Importantly, research has emphasized the role of circuit topology—the specific arrangement of activating and repressing interactions within reaction networks—in shaping dynamic behaviors. Circuit motifs such as series, parallel, and feedforward loops decisively influence signal propagation, system robustness, noise filtering, and response delays. For example, in transcriptional cascades regarded as reaction networks, topological differences govern key functional properties, highlighting how network architecture critically determines biochemical regulation and dynamics.

=== Model reduction ===

Modelling of large reaction networks meets various difficulties: the models include too many unknown parameters and high dimension makes the modelling computationally expensive. The model reduction methods were developed together with the first theories of complex chemical reactions. Three simple basic ideas have been invented:
- The quasi-equilibrium (or pseudo-equilibrium, or partial equilibrium) approximation (a fraction of reactions approach their equilibrium fast enough and, after that, remain almost equilibrated).
- The quasi steady state approximation or QSS (some of the species, very often these are some of intermediates or radicals, exist in relatively small amounts; they reach quickly their QSS concentrations, and then follow, as dependent quantities, the dynamics of these other species remaining close to the QSS). The QSS is defined as the steady state under the condition that the concentrations of other species do not change.
- The limiting step or bottleneck is a relatively small part of the reaction network, in the simplest cases it is a single reaction, which rate is a good approximation to the reaction rate of the whole network.

The quasi-equilibrium approximation and the quasi steady state methods were developed further into the methods of slow invariant manifolds and computational singular perturbation. The methods of limiting steps gave rise to many methods of the analysis of the reaction graph.

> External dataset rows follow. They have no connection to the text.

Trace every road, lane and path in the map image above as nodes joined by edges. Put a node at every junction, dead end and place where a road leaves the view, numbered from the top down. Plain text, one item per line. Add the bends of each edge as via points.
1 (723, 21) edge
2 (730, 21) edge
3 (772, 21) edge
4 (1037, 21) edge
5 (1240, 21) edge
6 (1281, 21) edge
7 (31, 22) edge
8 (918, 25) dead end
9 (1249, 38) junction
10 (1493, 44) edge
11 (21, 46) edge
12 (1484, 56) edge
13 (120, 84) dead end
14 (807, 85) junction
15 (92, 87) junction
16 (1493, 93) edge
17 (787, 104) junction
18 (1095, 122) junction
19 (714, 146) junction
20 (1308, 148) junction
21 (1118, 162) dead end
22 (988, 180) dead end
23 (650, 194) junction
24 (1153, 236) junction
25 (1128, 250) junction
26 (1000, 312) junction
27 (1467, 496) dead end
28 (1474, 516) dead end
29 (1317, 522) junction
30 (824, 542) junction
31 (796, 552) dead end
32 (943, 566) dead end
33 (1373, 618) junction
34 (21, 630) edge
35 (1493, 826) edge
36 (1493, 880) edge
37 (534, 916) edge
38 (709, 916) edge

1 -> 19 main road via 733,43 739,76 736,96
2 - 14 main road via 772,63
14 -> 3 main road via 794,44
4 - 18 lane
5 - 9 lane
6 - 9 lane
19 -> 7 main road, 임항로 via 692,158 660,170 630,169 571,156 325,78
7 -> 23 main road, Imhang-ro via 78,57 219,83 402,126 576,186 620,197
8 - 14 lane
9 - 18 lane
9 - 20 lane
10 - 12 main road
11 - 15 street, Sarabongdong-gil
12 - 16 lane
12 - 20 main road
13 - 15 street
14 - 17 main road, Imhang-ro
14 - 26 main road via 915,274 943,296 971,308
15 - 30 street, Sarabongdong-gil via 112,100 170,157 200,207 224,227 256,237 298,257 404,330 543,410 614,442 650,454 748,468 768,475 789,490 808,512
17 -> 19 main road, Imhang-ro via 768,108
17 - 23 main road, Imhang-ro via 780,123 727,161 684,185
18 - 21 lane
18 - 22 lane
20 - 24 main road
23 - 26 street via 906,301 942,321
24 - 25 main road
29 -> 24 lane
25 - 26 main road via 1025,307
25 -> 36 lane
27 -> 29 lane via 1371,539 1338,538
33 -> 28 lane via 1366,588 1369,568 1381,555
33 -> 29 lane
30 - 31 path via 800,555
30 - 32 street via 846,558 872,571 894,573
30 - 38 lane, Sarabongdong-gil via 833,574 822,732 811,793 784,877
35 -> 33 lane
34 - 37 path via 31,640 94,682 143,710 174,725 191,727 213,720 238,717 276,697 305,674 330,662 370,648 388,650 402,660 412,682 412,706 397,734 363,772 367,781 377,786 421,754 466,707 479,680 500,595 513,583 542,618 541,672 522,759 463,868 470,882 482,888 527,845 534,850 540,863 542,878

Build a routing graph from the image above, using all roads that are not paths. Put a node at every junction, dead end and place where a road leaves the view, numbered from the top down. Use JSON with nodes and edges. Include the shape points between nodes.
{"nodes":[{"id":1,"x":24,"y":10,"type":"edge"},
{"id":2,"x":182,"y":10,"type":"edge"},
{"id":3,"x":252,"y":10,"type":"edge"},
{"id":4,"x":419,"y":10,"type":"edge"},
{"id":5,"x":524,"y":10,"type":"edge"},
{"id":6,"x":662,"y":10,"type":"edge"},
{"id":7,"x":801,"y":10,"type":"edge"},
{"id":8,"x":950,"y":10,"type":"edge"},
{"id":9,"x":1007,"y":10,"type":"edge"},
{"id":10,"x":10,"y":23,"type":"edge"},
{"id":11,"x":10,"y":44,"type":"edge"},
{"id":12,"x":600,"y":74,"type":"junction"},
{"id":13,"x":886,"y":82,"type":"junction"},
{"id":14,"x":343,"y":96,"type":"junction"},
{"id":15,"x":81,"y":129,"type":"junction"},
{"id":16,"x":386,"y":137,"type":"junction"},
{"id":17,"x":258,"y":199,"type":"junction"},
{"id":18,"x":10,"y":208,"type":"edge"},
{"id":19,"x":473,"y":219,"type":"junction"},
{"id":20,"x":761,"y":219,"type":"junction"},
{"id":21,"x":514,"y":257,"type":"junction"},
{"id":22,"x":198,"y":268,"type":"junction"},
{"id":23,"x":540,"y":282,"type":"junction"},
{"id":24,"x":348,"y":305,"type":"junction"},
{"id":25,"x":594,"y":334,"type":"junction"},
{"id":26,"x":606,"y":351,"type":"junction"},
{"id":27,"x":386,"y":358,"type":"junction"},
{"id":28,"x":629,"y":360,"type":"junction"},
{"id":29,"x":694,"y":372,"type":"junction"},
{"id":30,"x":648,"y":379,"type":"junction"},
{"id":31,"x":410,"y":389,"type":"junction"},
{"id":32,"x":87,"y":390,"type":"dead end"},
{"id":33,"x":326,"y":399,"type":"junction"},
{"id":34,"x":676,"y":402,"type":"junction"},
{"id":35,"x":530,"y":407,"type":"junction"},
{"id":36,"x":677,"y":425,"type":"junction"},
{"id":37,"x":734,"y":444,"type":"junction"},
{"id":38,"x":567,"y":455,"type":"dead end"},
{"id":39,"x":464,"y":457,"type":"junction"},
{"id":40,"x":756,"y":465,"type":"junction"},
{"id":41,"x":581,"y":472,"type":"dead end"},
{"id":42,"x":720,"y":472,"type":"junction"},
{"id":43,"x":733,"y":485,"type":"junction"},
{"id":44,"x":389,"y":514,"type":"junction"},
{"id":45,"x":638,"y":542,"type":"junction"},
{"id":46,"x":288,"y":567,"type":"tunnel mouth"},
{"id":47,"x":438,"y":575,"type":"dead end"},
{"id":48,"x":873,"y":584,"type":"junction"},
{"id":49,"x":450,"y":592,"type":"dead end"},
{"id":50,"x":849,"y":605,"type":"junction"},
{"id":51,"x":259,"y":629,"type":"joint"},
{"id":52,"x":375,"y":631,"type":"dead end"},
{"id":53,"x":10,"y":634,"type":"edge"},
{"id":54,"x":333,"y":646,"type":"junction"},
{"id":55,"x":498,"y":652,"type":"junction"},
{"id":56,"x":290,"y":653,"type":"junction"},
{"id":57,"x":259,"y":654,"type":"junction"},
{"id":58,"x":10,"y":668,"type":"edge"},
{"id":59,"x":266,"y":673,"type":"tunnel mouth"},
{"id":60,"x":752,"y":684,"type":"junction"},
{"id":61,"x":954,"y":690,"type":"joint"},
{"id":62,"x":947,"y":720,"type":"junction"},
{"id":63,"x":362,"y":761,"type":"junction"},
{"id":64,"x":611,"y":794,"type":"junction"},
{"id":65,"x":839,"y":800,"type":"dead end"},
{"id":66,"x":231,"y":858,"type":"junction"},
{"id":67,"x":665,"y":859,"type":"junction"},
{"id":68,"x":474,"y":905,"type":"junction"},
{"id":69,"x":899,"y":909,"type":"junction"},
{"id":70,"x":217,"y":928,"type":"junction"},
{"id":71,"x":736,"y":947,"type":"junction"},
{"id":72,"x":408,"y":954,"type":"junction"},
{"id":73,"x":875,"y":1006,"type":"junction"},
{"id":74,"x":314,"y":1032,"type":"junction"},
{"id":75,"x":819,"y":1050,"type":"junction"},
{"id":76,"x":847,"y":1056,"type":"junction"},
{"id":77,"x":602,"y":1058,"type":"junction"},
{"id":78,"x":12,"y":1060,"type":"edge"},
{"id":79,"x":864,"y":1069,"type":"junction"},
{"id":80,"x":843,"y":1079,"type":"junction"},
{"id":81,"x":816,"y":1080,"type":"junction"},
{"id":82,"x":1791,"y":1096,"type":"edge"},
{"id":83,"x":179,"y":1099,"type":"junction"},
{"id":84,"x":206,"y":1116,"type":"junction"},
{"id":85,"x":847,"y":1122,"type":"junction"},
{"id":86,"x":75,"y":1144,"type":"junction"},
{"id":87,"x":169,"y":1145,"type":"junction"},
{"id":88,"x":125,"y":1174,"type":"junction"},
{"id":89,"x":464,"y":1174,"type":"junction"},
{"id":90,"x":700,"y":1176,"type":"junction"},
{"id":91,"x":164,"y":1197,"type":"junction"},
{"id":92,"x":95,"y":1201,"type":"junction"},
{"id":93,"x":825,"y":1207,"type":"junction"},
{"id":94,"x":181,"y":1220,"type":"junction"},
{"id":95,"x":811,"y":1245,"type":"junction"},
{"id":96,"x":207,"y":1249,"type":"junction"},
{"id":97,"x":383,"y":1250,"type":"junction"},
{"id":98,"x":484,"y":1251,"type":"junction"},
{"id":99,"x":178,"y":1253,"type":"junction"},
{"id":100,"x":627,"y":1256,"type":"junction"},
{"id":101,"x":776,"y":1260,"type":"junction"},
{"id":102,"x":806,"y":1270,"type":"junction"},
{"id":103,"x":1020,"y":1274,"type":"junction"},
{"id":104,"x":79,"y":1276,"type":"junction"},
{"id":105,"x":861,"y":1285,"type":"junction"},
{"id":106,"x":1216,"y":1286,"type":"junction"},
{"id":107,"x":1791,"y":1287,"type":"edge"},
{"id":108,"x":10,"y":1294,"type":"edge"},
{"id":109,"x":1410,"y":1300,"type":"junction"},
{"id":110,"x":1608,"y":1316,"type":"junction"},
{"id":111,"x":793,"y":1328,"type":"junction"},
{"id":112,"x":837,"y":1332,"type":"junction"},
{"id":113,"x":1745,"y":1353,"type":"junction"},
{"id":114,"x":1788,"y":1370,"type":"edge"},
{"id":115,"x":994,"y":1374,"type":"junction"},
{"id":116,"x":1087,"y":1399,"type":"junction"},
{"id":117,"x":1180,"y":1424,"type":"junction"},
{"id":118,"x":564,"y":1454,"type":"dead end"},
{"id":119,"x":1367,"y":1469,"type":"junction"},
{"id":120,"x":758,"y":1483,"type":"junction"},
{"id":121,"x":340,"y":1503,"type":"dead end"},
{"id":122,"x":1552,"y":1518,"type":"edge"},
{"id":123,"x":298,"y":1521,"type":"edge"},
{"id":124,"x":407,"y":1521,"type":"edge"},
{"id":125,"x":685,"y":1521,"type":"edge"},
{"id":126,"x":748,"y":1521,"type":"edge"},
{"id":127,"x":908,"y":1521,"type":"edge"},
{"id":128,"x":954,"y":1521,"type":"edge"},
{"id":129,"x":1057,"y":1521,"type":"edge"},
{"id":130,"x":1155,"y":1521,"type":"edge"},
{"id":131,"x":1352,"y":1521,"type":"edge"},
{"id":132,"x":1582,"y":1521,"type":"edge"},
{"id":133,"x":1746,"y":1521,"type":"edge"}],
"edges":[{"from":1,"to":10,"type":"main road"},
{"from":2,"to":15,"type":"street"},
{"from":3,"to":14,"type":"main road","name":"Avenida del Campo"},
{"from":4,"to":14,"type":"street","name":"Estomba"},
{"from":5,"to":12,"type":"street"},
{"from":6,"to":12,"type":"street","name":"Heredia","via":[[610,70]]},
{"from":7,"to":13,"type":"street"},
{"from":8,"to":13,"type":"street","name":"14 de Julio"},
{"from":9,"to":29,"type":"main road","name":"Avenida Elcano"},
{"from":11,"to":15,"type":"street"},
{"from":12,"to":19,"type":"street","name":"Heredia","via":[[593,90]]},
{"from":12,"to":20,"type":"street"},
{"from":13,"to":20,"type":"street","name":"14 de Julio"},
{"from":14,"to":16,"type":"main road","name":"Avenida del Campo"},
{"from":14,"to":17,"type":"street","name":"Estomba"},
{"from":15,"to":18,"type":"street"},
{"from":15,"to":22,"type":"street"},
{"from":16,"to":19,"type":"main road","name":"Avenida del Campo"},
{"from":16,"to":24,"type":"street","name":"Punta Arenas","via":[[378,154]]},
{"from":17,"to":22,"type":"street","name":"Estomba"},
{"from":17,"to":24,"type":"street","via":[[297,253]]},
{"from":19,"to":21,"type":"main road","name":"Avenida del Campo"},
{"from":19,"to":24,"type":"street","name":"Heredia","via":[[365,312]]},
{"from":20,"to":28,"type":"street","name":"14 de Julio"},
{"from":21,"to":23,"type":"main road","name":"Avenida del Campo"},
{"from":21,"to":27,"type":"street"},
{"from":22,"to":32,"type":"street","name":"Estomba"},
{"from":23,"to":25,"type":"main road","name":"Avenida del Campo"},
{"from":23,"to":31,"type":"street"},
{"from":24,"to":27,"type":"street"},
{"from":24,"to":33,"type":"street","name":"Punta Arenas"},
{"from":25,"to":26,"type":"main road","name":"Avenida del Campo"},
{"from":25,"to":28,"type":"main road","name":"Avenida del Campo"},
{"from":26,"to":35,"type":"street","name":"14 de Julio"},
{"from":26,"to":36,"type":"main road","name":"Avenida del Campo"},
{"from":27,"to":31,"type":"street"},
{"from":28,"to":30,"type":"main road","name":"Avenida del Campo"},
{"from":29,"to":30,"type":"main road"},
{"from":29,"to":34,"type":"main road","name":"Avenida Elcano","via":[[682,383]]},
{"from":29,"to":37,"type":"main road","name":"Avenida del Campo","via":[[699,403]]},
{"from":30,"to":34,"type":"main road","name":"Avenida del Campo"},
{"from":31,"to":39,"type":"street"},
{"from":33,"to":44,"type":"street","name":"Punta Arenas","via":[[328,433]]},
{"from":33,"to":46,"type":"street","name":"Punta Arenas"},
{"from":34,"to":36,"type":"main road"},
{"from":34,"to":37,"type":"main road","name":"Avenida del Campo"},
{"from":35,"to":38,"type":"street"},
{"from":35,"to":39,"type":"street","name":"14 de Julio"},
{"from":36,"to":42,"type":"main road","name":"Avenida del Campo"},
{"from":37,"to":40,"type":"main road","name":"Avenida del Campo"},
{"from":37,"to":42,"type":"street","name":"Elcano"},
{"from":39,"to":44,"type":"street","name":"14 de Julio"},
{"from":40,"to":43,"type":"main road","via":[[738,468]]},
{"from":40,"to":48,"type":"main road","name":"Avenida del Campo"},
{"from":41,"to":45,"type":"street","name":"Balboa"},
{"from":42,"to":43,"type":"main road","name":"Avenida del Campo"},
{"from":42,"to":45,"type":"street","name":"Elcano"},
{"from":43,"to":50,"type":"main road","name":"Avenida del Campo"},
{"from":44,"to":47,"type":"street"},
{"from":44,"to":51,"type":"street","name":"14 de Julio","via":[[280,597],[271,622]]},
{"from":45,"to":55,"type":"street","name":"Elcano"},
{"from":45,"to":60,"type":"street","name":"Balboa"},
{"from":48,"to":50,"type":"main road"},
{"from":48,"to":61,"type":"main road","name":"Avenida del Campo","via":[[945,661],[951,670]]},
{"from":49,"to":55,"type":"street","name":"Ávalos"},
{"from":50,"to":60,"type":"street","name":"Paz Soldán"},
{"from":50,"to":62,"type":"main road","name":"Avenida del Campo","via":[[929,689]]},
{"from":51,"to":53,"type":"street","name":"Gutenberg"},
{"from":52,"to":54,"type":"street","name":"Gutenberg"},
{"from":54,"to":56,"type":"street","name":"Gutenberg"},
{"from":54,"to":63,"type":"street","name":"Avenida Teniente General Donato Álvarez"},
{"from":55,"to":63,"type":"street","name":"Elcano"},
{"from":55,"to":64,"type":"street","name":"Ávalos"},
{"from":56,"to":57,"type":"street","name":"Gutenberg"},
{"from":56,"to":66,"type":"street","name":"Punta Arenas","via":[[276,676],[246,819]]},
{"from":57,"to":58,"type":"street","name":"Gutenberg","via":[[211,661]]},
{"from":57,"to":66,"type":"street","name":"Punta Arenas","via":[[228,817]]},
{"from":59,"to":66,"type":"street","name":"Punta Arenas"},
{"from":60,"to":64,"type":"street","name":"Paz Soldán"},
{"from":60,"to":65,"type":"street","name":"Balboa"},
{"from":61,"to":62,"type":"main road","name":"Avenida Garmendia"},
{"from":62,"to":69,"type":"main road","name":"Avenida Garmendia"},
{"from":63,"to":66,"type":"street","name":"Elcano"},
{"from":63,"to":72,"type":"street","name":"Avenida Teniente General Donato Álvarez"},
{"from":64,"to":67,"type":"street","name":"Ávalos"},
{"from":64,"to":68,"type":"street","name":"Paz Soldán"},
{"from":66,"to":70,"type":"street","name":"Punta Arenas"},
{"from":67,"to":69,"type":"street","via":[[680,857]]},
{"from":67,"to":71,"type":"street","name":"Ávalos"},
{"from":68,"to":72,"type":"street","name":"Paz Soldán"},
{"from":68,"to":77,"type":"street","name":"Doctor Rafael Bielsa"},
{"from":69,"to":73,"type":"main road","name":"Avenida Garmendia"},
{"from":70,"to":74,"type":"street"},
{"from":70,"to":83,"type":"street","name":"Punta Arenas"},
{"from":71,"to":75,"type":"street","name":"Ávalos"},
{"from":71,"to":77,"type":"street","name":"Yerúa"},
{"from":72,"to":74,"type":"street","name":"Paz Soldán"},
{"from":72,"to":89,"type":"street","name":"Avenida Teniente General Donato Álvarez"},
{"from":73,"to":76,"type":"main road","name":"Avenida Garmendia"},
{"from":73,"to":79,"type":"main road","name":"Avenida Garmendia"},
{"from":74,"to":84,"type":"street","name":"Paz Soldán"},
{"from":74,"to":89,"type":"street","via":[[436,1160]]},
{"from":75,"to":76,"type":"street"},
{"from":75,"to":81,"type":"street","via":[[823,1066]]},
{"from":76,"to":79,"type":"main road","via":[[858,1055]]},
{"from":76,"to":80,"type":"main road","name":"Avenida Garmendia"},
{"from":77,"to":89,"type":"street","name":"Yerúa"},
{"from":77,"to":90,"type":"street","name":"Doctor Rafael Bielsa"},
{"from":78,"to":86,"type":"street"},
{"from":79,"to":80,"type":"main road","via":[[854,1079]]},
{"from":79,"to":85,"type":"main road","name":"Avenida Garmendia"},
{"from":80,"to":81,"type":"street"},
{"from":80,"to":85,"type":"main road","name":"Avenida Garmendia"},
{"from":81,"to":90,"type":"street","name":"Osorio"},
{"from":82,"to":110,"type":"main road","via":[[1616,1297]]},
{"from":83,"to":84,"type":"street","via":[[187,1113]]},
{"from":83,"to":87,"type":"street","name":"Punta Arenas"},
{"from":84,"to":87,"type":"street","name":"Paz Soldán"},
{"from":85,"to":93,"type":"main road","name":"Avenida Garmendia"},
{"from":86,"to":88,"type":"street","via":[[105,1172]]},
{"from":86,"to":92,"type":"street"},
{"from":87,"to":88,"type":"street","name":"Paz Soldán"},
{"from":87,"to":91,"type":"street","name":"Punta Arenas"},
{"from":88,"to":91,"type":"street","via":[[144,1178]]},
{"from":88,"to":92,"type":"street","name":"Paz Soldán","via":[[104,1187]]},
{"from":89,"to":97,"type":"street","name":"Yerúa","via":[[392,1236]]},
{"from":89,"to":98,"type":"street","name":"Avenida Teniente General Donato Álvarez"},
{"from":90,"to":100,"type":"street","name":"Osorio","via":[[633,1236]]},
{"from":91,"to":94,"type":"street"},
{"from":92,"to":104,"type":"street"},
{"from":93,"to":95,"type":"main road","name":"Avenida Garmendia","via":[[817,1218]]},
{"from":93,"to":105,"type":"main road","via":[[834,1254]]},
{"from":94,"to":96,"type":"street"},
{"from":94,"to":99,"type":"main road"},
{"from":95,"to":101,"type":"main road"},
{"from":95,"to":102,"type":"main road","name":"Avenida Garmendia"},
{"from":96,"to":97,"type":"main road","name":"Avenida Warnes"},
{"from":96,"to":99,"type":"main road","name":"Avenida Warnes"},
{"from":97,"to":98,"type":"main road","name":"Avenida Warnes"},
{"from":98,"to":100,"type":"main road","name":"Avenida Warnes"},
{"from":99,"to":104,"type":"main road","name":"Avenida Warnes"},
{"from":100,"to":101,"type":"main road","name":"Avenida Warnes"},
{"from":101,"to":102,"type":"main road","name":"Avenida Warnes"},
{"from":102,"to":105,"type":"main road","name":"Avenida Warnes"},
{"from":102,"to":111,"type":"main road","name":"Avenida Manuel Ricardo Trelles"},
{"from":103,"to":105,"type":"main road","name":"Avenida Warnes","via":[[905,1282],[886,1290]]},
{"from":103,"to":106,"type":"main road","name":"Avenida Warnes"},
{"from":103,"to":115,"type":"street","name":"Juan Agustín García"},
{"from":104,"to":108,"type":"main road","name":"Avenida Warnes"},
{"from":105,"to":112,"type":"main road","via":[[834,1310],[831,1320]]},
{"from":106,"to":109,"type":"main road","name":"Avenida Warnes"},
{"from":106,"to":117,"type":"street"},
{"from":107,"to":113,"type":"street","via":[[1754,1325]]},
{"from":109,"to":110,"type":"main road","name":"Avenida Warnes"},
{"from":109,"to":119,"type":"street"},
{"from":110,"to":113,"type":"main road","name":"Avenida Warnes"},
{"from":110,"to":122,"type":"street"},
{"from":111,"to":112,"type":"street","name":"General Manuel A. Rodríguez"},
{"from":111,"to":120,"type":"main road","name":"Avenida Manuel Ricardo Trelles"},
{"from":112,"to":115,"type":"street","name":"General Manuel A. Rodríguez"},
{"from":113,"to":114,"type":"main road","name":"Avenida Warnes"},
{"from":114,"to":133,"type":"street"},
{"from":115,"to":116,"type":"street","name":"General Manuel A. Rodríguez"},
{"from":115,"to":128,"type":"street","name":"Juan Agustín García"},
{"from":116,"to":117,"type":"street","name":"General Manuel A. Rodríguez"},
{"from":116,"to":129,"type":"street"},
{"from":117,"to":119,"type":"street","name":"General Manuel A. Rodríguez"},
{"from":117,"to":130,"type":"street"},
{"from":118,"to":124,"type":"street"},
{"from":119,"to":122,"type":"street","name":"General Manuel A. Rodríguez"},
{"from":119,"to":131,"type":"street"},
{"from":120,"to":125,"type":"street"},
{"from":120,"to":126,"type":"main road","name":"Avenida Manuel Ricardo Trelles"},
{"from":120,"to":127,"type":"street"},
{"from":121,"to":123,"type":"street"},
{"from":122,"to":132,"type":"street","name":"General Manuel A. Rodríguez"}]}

== Stochastic chemical reaction networks ==

Stochastic chemical reaction networks (SCRNs) extend classical chemical reaction network theory to regimes in which molecular copy numbers are small and intrinsic noise is significant, with dynamics commonly modeled as continuous-time Markov jump processes governed by the chemical master equation. Beyond describing stochastic fluctuations, several studies have demonstrated that SCRNs can be understood as information-processing and learning systems operating under physical constraints. In particular, Mashaghi and Ramezanpour developed an information-thermodynamic framework for stochastic chemical reaction networks, showing how biochemical systems acquire, store, and process information about fluctuating environments, and identifying trade-offs between learning accuracy, memory, dissipation, and network architecture. Related fundamental limits on learning in stochastic systems were established by Goldt and Seifert, who linked rates of information acquisition to entropy production within nonequilibrium stochastic dynamics. Complementing these thermodynamic perspectives, Moor and Zechner analyzed dynamic information transfer in stochastic biochemical networks using trajectory-level measures such as path mutual information and transfer entropy, providing tools to quantify information flow through reaction dynamics over time. From a computational standpoint, Warne, Baker, and Simpson presented a comprehensive review of simulation and inference algorithms for stochastic biochemical reaction networks, covering exact and approximate simulation methods as well as modern approaches to parameter inference and model selection. Together, these works position stochastic chemical reaction networks as foundational models for biological information processing, learning, and inference under intrinsic noise.